EXERCISE INPUTS

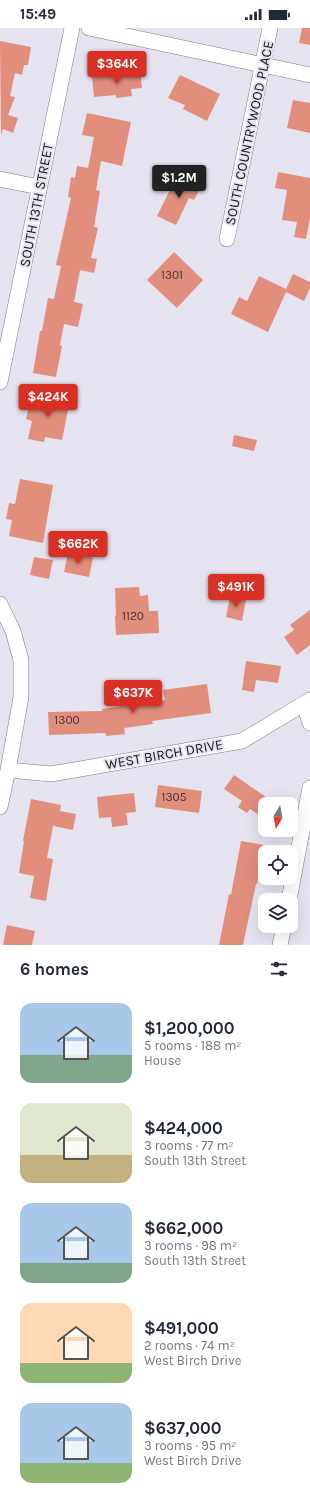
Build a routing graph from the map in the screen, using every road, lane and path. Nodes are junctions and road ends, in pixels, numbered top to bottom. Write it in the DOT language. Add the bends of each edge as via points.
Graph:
graph roads {
  1 [pos="72,28"];
  2 [pos="89,28"];
  3 [pos="270,28"];
  4 [pos="263,66"];
  5 [pos="310,75"];
  6 [pos="0,179"];
  7 [pos="39,187"];
  8 [pos="227,239"];
  9 [pos="0,382"];
  10 [pos="0,604"];
  11 [pos="307,702"];
  12 [pos="310,723"];
  13 [pos="8,770"];
  14 [pos="310,788"];
  15 [pos="0,807"];
  16 [pos="290,893"];
  17 [pos="283,933"];
  18 [pos="280,945"];
  1 -- 7 [label="street, SOUTH 13TH STREET"];
  2 -- 4 [label="street"];
  3 -- 4 [label="street, SOUTH COUNTRYWOOD PLACE"];
  4 -- 5 [label="street"];
  4 -- 8 [label="street, SOUTH COUNTRYWOOD PLACE"];
  6 -- 7 [label="street"];
  7 -- 9 [label="street, SOUTH 13TH STREET"];
  10 -- 13 [label="street" via="13,631 21,660 21,697"];
  11 -- 12 [label="street"];
  11 -- 13 [label="street, WEST BIRCH DRIVE" via="242,741 51,774"];
  13 -- 15 [label="street"];
  14 -- 16 [label="street"];
  17 -- 18 [label="street"];
}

DESCRIPTION OF THE TASK
Transcribe all of the records above character for character. Exclude the pictures.

ANSWER SPACE
Build a routing graph from the map in the screen, using every road, lane and path. Nodes are junctions and road ends, in pixels, numbered top to bottom. Write it in the DOT language. Add the bends of each edge as via points.
Graph:
graph roads {
  1 [pos="72,28"];
  2 [pos="89,28"];
  3 [pos="270,28"];
  4 [pos="263,66"];
  5 [pos="310,75"];
  6 [pos="0,179"];
  7 [pos="39,187"];
  8 [pos="227,239"];
  9 [pos="0,382"];
  10 [pos="0,604"];
  11 [pos="307,702"];
  12 [pos="310,723"];
  13 [pos="8,770"];
  14 [pos="310,788"];
  15 [pos="0,807"];
  16 [pos="290,893"];
  17 [pos="283,933"];
  18 [pos="280,945"];
  1 -- 7 [label="street, SOUTH 13TH STREET"];
  2 -- 4 [label="street"];
  3 -- 4 [label="street, SOUTH COUNTRYWOOD PLACE"];
  4 -- 5 [label="street"];
  4 -- 8 [label="street, SOUTH COUNTRYWOOD PLACE"];
  6 -- 7 [label="street"];
  7 -- 9 [label="street, SOUTH 13TH STREET"];
  10 -- 13 [label="street" via="13,631 21,660 21,697"];
  11 -- 12 [label="street"];
  11 -- 13 [label="street, WEST BIRCH DRIVE" via="242,741 51,774"];
  13 -- 15 [label="street"];
  14 -- 16 [label="street"];
  17 -- 18 [label="street"];
}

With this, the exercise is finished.